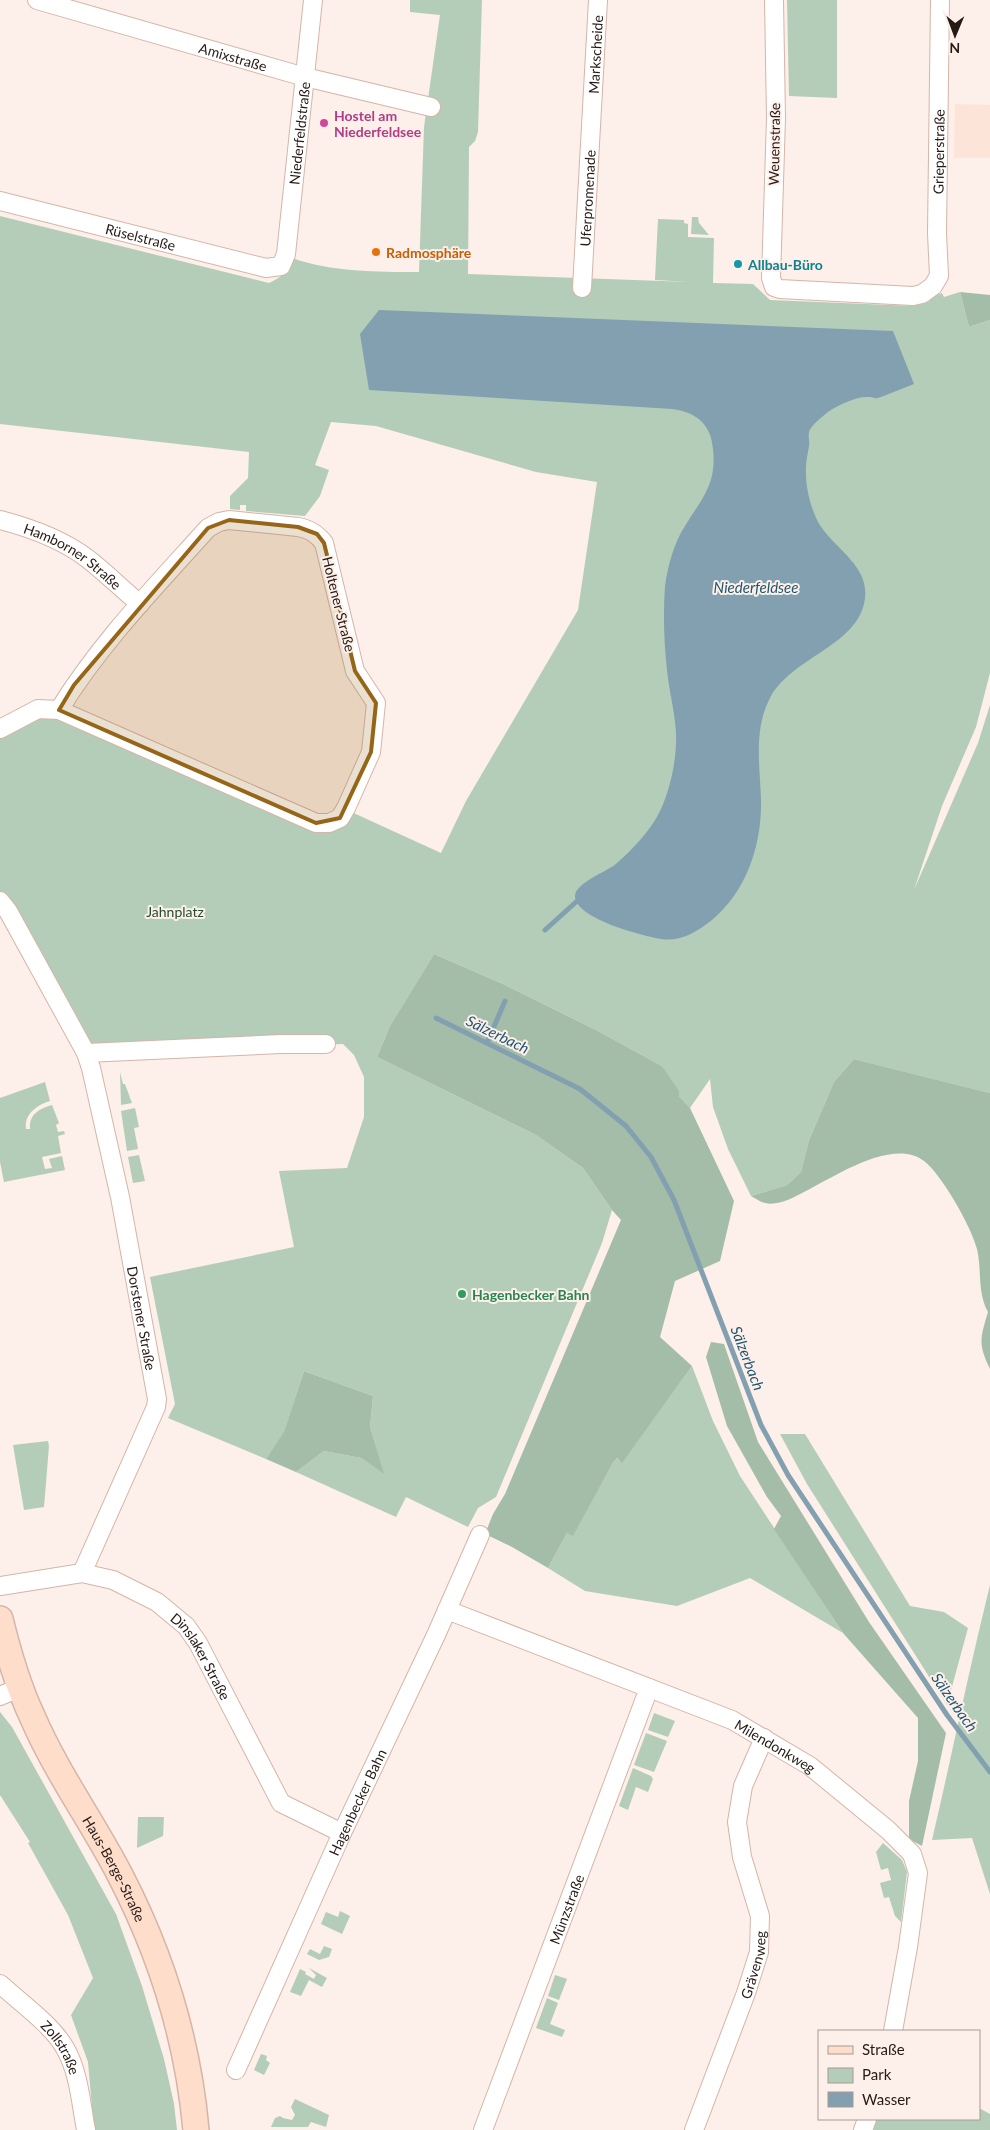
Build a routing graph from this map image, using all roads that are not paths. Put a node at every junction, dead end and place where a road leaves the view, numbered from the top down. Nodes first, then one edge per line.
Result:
1 (37, 0) edge
2 (313, 0) edge
3 (598, 0) edge
4 (774, 0) edge
5 (940, 0) edge
6 (305, 77) junction
7 (431, 107) dead end
8 (592, 109) joint
9 (0, 201) edge
10 (281, 266) joint
11 (582, 288) dead end
12 (922, 294) joint
13 (0, 520) edge
14 (140, 604) junction
15 (59, 710) junction
16 (0, 729) edge
17 (0, 901) edge
18 (326, 1044) dead end
19 (86, 1054) junction
20 (480, 1535) dead end
21 (82, 1573) junction
22 (0, 1586) edge
23 (447, 1610) junction
24 (0, 1619) edge
25 (649, 1688) junction
26 (10, 1691) edge
27 (764, 1738) junction
28 (342, 1833) junction
29 (0, 1984) edge
30 (893, 2030) edge
31 (236, 2070) dead end
32 (86, 2130) edge
33 (196, 2130) edge
34 (483, 2130) edge
35 (694, 2130) edge

1 - 6 street, Amixstraße
2 - 6 street, Niederfeldstraße
3 - 8 street, Markscheide
4 - 12 street, Weuenstraße
5 - 12 street, Grieperstraße
6 - 7 street, Amixstraße
6 - 10 street, Niederfeldstraße
8 - 11 street, Uferpromenade
9 - 10 street, Rüselstraße
13 - 14 street, Hamborner Straße
14 - 15 street, Holtener Straße
14 - 15 street, Holtener Straße
15 - 16 street
17 - 19 street
18 - 19 street
19 - 21 street, Dorstener Straße
20 - 23 street, Hagenbecker Bahn
21 - 22 street, Dinslaker Straße
21 - 28 street, Dinslaker Straße
23 - 25 street, Milendonkweg
23 - 28 street, Hagenbecker Bahn
24 - 26 main road, Haus-Berge-Straße
25 - 27 street, Milendonkweg
25 - 34 street, Münzstraße
26 - 33 main road, Haus-Berge-Straße
27 - 30 street, Milendonkweg
27 - 35 street, Grävenweg
28 - 31 street, Hagenbecker Bahn
29 - 32 street, Zollstraße

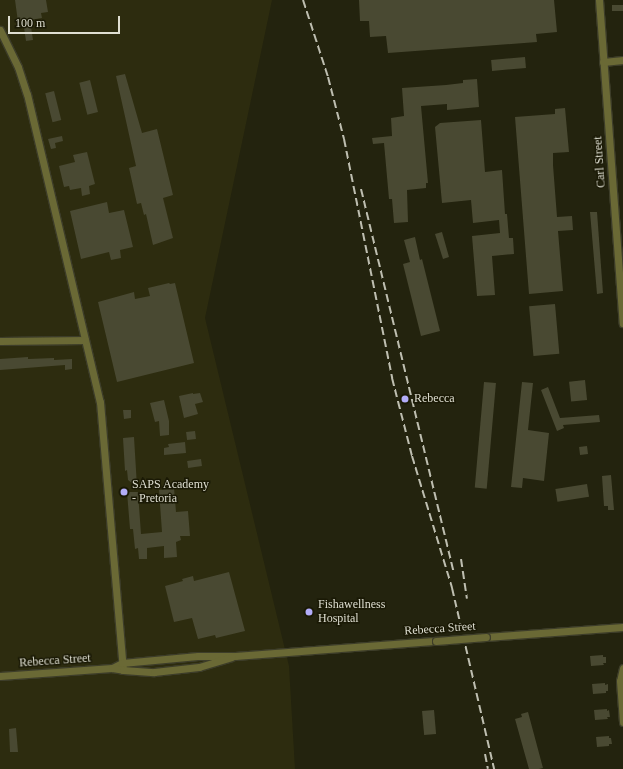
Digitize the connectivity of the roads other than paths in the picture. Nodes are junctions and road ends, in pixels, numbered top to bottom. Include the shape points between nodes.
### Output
1 (599, 0) edge
2 (0, 30) edge
3 (623, 60) edge
4 (603, 62) junction
5 (623, 323) edge
6 (85, 340) junction
7 (0, 341) edge
8 (623, 626) edge
9 (236, 656) junction
10 (122, 667) junction
11 (623, 668) edge
12 (0, 676) edge
13 (623, 722) edge

1 - 4 street, Carl Street
2 - 6 street via 18,67 27,94
3 - 4 street
4 - 5 street, Carl Street
6 - 7 street
6 - 10 street via 100,406
8 - 9 street, Rebecca Street, bridge
9 - 10 street, Rebecca Street via 198,656
9 - 10 street, Rebecca Street via 182,670 154,672
10 - 12 street, Rebecca Street
11 - 13 street via 620,686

- - - - - - -

Set down all the data again exactly as above, pictures excluded.

Exercise output:
Build a routing graph from this map image, using all roads that are not paths. Put a node at every junction, dead end and place where a road leaves the view, numbered from the top down. Nodes first, then one edge per line.
Result:
1 (37, 0) edge
2 (313, 0) edge
3 (598, 0) edge
4 (774, 0) edge
5 (940, 0) edge
6 (305, 77) junction
7 (431, 107) dead end
8 (592, 109) joint
9 (0, 201) edge
10 (281, 266) joint
11 (582, 288) dead end
12 (922, 294) joint
13 (0, 520) edge
14 (140, 604) junction
15 (59, 710) junction
16 (0, 729) edge
17 (0, 901) edge
18 (326, 1044) dead end
19 (86, 1054) junction
20 (480, 1535) dead end
21 (82, 1573) junction
22 (0, 1586) edge
23 (447, 1610) junction
24 (0, 1619) edge
25 (649, 1688) junction
26 (10, 1691) edge
27 (764, 1738) junction
28 (342, 1833) junction
29 (0, 1984) edge
30 (893, 2030) edge
31 (236, 2070) dead end
32 (86, 2130) edge
33 (196, 2130) edge
34 (483, 2130) edge
35 (694, 2130) edge

1 - 6 street, Amixstraße
2 - 6 street, Niederfeldstraße
3 - 8 street, Markscheide
4 - 12 street, Weuenstraße
5 - 12 street, Grieperstraße
6 - 7 street, Amixstraße
6 - 10 street, Niederfeldstraße
8 - 11 street, Uferpromenade
9 - 10 street, Rüselstraße
13 - 14 street, Hamborner Straße
14 - 15 street, Holtener Straße
14 - 15 street, Holtener Straße
15 - 16 street
17 - 19 street
18 - 19 street
19 - 21 street, Dorstener Straße
20 - 23 street, Hagenbecker Bahn
21 - 22 street, Dinslaker Straße
21 - 28 street, Dinslaker Straße
23 - 25 street, Milendonkweg
23 - 28 street, Hagenbecker Bahn
24 - 26 main road, Haus-Berge-Straße
25 - 27 street, Milendonkweg
25 - 34 street, Münzstraße
26 - 33 main road, Haus-Berge-Straße
27 - 30 street, Milendonkweg
27 - 35 street, Grävenweg
28 - 31 street, Hagenbecker Bahn
29 - 32 street, Zollstraße

Digitize the connectivity of the roads other than paths in the picture. Nodes are junctions and road ends, in pixels, numbered top to bottom. Include the shape points between nodes.
### Output
1 (599, 0) edge
2 (0, 30) edge
3 (623, 60) edge
4 (603, 62) junction
5 (623, 323) edge
6 (85, 340) junction
7 (0, 341) edge
8 (623, 626) edge
9 (236, 656) junction
10 (122, 667) junction
11 (623, 668) edge
12 (0, 676) edge
13 (623, 722) edge

1 - 4 street, Carl Street
2 - 6 street via 18,67 27,94
3 - 4 street
4 - 5 street, Carl Street
6 - 7 street
6 - 10 street via 100,406
8 - 9 street, Rebecca Street, bridge
9 - 10 street, Rebecca Street via 198,656
9 - 10 street, Rebecca Street via 182,670 154,672
10 - 12 street, Rebecca Street
11 - 13 street via 620,686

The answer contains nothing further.